Hut site, Oolagh, Co. Kerry
Co. Kerry |
Settlement Sites
On a level terrace between Lough Caragh and Lough Cappanalea, in the uplands of the Iveragh Peninsula in County Kerry, sit the foundations of two small huts that are easy to overlook and difficult to date.
One is subcircular, the other rectangular, and both are modest in scale, the kind of structures that could have sheltered a person or small family for a season rather than a lifetime. What catches the eye, though, is the stonework: incorporated into both buildings are some very large facing stones, suggesting that whoever built here was either working with material already present on the terrace or taking considerable trouble over walls that, from their dimensions alone, might seem utilitarian at best.

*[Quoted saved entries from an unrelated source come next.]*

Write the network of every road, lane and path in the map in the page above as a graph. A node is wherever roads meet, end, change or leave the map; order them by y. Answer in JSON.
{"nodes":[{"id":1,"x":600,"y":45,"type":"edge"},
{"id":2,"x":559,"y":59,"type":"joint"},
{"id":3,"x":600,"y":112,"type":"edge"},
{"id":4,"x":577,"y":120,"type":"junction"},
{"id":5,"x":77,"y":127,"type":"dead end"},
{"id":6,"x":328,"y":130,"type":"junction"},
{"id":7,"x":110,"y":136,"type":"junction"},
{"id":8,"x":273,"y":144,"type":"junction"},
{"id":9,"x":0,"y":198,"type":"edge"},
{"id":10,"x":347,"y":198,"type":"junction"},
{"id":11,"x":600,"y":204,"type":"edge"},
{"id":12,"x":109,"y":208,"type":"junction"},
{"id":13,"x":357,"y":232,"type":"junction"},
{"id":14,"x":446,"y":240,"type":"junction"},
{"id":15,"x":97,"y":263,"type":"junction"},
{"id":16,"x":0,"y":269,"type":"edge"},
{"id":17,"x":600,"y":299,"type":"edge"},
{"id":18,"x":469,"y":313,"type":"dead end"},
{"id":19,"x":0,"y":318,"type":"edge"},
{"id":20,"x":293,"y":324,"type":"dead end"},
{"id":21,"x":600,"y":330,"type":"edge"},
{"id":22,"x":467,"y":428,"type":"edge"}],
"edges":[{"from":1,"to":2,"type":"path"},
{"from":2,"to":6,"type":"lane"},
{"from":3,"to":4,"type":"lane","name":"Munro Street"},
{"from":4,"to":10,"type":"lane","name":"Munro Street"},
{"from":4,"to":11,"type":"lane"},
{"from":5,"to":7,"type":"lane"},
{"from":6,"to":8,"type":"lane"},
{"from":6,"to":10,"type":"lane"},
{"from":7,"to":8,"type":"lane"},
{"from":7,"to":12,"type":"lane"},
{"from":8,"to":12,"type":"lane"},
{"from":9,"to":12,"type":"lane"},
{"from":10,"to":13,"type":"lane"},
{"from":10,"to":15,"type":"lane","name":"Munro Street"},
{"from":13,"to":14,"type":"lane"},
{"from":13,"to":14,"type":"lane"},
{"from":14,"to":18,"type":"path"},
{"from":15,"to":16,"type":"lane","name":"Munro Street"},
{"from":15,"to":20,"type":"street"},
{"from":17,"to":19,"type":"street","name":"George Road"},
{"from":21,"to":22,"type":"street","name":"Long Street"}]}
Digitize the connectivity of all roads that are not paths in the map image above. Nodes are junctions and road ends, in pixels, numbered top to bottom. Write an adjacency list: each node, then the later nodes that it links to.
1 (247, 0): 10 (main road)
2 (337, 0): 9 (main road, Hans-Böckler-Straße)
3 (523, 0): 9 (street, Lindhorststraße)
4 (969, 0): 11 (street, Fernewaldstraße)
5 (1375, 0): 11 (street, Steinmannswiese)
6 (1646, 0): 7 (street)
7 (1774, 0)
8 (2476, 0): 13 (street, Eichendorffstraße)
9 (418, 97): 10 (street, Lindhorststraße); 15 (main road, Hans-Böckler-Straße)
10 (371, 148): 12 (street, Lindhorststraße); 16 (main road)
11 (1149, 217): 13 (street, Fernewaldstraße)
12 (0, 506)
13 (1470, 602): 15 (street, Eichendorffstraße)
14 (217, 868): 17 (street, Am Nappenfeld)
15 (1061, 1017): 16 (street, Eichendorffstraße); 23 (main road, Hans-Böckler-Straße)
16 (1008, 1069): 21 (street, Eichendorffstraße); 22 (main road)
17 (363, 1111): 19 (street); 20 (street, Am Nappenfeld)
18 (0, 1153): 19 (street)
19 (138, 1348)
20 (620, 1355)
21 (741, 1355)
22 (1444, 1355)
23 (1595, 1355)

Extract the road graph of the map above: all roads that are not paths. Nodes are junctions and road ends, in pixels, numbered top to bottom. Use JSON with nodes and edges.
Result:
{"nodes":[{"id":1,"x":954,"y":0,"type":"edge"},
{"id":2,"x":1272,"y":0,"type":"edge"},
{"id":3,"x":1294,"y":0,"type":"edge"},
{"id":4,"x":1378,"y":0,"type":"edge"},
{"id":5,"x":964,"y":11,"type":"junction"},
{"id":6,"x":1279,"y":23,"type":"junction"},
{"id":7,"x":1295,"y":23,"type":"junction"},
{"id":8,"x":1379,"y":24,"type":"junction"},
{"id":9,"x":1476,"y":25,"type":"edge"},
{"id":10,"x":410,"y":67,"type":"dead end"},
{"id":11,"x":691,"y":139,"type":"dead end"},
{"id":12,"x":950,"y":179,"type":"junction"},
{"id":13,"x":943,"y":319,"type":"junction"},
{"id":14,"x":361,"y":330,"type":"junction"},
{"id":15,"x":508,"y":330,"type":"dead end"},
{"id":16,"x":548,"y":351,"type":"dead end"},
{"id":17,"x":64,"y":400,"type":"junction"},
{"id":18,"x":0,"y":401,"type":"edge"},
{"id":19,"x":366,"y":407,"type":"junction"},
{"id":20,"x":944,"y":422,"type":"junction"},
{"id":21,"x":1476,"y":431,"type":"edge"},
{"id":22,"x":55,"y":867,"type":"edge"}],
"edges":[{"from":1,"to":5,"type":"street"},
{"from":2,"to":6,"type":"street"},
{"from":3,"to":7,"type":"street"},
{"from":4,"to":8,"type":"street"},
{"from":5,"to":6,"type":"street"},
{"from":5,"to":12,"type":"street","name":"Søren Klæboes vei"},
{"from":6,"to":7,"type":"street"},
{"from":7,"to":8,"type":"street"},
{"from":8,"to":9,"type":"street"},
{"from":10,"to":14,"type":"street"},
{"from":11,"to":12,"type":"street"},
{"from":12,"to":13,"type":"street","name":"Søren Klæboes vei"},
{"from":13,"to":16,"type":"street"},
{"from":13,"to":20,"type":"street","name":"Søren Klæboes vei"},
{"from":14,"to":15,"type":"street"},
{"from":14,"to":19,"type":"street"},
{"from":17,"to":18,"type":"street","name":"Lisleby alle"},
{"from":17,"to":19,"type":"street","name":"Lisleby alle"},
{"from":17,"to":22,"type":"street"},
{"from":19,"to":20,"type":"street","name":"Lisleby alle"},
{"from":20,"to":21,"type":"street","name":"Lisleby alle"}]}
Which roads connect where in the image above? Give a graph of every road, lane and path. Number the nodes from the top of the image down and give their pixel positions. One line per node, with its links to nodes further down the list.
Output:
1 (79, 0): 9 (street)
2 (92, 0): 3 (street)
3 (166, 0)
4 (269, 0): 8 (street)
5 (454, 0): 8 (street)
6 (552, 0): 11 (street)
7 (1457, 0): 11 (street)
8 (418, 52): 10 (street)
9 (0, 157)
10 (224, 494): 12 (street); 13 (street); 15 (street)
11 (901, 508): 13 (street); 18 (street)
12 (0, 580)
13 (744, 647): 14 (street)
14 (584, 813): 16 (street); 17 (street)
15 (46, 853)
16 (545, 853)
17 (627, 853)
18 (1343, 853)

The subcircular hut measures roughly three metres internally, while the rectangular one runs to about 3.7 metres by 2.4 metres. To the north-west, there are traces of what may have been an enclosing wall, which would give the whole arrangement the character of a small enclosed farmstead or seasonal settlement. The site may be the one referred to in local placename scholarship as Liosachán, a name recorded by Ó Cíobháin in 1978, and the Irish word lios generally denotes a type of enclosure or ringfort, which would be consistent with those possible wall remnants. Whether the structures themselves are genuinely old or relatively recent in date remains uncertain; the survey of the Iveragh Peninsula compiled by A. O'Sullivan and J. Sheehan and published by Cork University Press in 1996 notes that both huts may be of comparatively recent origin, which in archaeological terms can mean anything from a few hundred years ago to the last century or two. The ambiguity is part of what makes the site quietly interesting: it sits in a landscape layered with human use, and these particular remains have not yet given up a clear answer.